While Miranda has, from time to time, had the effect of returning the occasional murderer or rapist to the streets, Justice White’s “zombie nation” scenario did not unfold. Indeed, at this remove and in hindsight, it sounds almost unhinged.
In short, Miranda has not lived up (or down) to the dissenters’ dire predictions. The temple did not collapse, and Miranda remains a fixture on the American criminal procedure waterfront.
The Court’s 2000 decision in Dickerson v. United States, 530 U.S. 428, suggests that Miranda will remain such a fixture for the foreseeable future.

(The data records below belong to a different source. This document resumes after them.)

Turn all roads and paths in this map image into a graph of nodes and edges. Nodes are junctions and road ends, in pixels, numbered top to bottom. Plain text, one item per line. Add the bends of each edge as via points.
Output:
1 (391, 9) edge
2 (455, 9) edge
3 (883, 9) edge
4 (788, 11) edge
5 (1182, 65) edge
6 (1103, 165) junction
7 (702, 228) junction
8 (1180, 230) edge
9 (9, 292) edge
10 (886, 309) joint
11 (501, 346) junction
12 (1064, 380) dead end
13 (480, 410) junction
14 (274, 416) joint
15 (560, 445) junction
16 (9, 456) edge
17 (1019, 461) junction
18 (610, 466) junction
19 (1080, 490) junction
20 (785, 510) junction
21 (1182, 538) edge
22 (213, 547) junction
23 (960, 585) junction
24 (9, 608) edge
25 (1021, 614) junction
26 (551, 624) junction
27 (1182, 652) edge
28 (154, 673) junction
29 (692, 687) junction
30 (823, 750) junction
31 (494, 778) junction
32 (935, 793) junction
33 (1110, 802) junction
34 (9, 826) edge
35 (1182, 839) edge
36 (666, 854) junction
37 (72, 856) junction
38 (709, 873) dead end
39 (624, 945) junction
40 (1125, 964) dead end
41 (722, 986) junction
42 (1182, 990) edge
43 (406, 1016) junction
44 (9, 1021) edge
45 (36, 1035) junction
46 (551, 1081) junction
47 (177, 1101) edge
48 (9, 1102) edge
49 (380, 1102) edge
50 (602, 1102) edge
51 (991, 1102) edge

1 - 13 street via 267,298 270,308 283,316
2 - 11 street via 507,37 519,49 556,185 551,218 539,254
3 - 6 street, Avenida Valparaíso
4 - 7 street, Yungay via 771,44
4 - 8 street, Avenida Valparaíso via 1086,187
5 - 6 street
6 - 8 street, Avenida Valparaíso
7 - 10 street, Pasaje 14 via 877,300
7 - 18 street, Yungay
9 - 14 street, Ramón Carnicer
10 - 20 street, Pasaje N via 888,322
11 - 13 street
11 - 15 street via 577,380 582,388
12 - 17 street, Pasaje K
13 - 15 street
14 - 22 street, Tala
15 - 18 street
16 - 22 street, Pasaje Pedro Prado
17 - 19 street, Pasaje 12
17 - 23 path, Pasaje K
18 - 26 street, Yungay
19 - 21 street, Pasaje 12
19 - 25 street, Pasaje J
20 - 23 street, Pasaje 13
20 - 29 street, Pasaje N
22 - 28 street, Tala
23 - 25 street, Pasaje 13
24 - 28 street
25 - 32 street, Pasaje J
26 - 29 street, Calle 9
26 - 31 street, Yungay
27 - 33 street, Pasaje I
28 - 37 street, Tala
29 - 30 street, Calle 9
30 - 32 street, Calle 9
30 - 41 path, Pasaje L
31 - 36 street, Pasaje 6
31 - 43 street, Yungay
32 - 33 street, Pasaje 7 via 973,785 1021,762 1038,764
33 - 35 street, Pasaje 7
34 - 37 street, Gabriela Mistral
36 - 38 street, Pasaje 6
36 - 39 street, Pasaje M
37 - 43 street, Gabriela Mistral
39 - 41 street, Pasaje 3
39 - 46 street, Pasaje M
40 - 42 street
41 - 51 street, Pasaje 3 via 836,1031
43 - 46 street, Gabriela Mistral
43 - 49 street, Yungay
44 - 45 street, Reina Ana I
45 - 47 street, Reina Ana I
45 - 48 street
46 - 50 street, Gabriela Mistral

In a 7-2 split, the Dickerson Court, with Chief Justice Rehnquist himself writing for the majority, rejected Congress’s long-dormant 1968 attempt to statutorily overrule Miranda in legislation codified as 18 U.S.C. § 3501.Over Justice Scalia’s vigorous dissent (joined by Justice Thomas), the majority squarely held that Miranda was “a constitutional decision of this Court” that could not be overruled by an act of Congress, nor would the Court overrule Miranda itself.Id. at 432.

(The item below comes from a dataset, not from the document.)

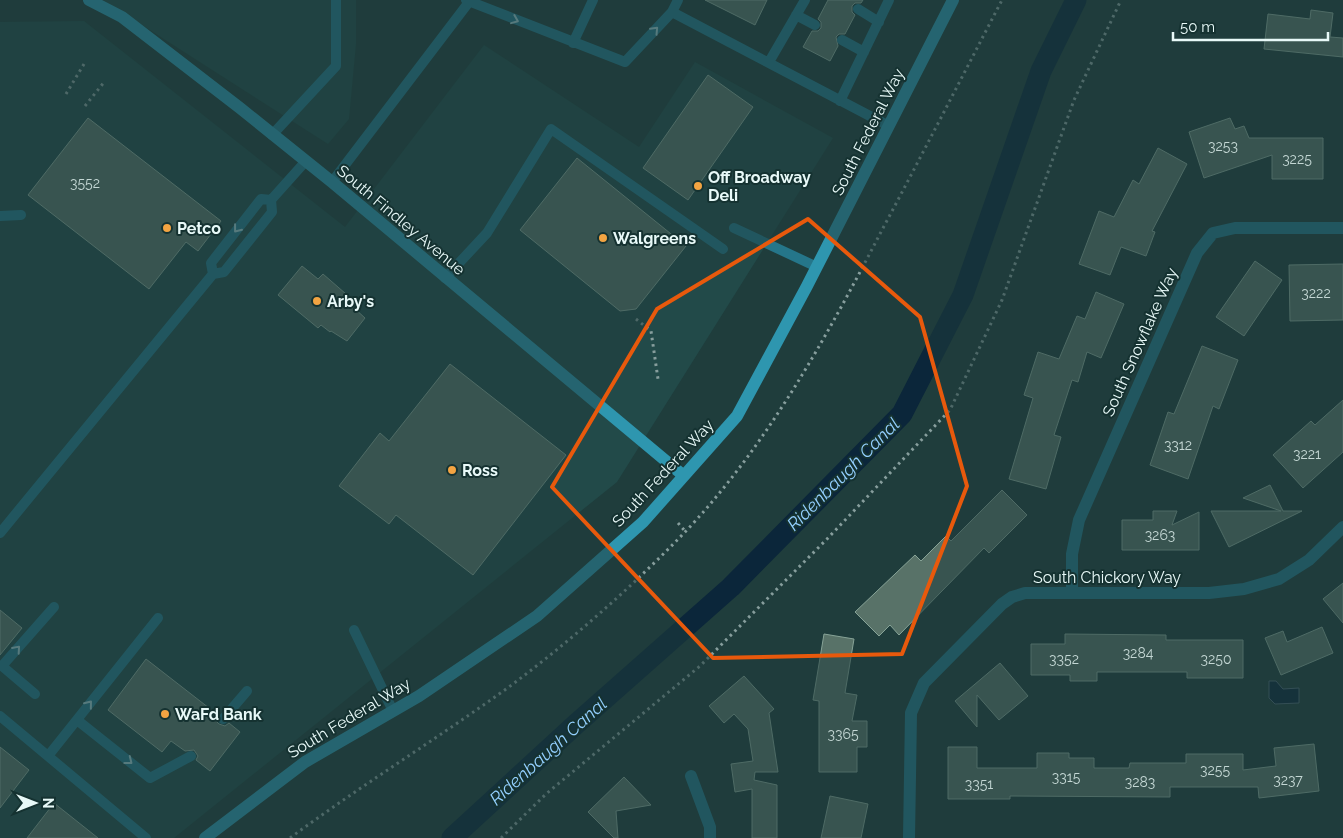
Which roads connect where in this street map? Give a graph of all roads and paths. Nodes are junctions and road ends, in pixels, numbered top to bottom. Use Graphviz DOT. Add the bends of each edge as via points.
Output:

In keeping with Professor Weisselberg’s partial reliance upon post-Miranda decisions for his conclusion that little was left of Miranda’s “vaunted safeguards,” the Chief Justice actually allowed as how the Court’s “subsequent cases have reduced the impact of the Miranda rule on legitimate law enforcement . . . .” Id. at 443. (One commentator has characterized this as Rehnquist’s “wonderful, almost self-congratulatory euphemism” for the Court’s post-Miranda case law. Stephen F. Smith, Activism as Restraint: Lessons from Criminal Procedure, 80 Tex. L. Rev. 1056, 1110-12 (2002).)
Concerning Chief Justice Rehnquist’s “self-congratulatory euphemism” about the Court’s post-Miranda case law, it bears emphasis that President Nixon made four Supreme Court appointments in his first term after his 1968 election: Warren Burger, Harry Blackmun, Lewis Powell, Jr., and William Rehnquist (thereby replacing three members of the Miranda majority). In the words of a leading treatise, Justices Burger and Rehnquist in particular “played a prominent role in downsizing and dismantling” (but not outright overruling) Miranda. Yale Kamisar, et al., Modern Criminal Procedure 590 (13th ed. 2012).
In speculating about Miranda’s continued existence (despite its partial “downsizing and dismantling”), it also bears noting that the Court has taken up a number of Miranda-related “merits cases” since Dickerson. See Yarborough v. Alvarado, 541 U.S. 652 (2004); Missouri v. Seibert, 542 U.S. 600 (2004); United States v. Patane, 542 U.S. 630 (2004); Florida v. Powell, 559 U.S. 50 (2010); Maryland v. Shatzer, 559 U.S. 98 (2010); Berghuis v. Thompkins, 560 U.S. 370 (2010); J.D.B. v. North Carolina, 131 S. Ct. 2394 (2011); Howes v. Fields, 132 S. Ct. 1181 (2012). In two of these eight cases (Missouri v. Seibert and J.D.B. v. North Carolina), the criminal defendant even prevailed. And in J.D.B., a 5-4 majority actually expanded Miranda’s reach by holding that a juvenile’s age, if known or objectively apparent to a “reasonable officer,” is relevant to the analysis of whether the defendant was “in custody” for purposes of triggering the Miranda requirements.
In the wake of Dickerson, a noted student of confessions and Miranda law summed up the situation as follows: “Once feared to be the equivalent of sand in the machinery of criminal justice, Miranda has now become a standard part of the machine.” Richard A. Leo, Questioning the Relevance of Miranda in the Twenty-First Century, 99 Mich. L. Rev. 975, 1027 (2001). His point is probably well taken. Miranda lives on (though far from robustly as its dissenters had feared).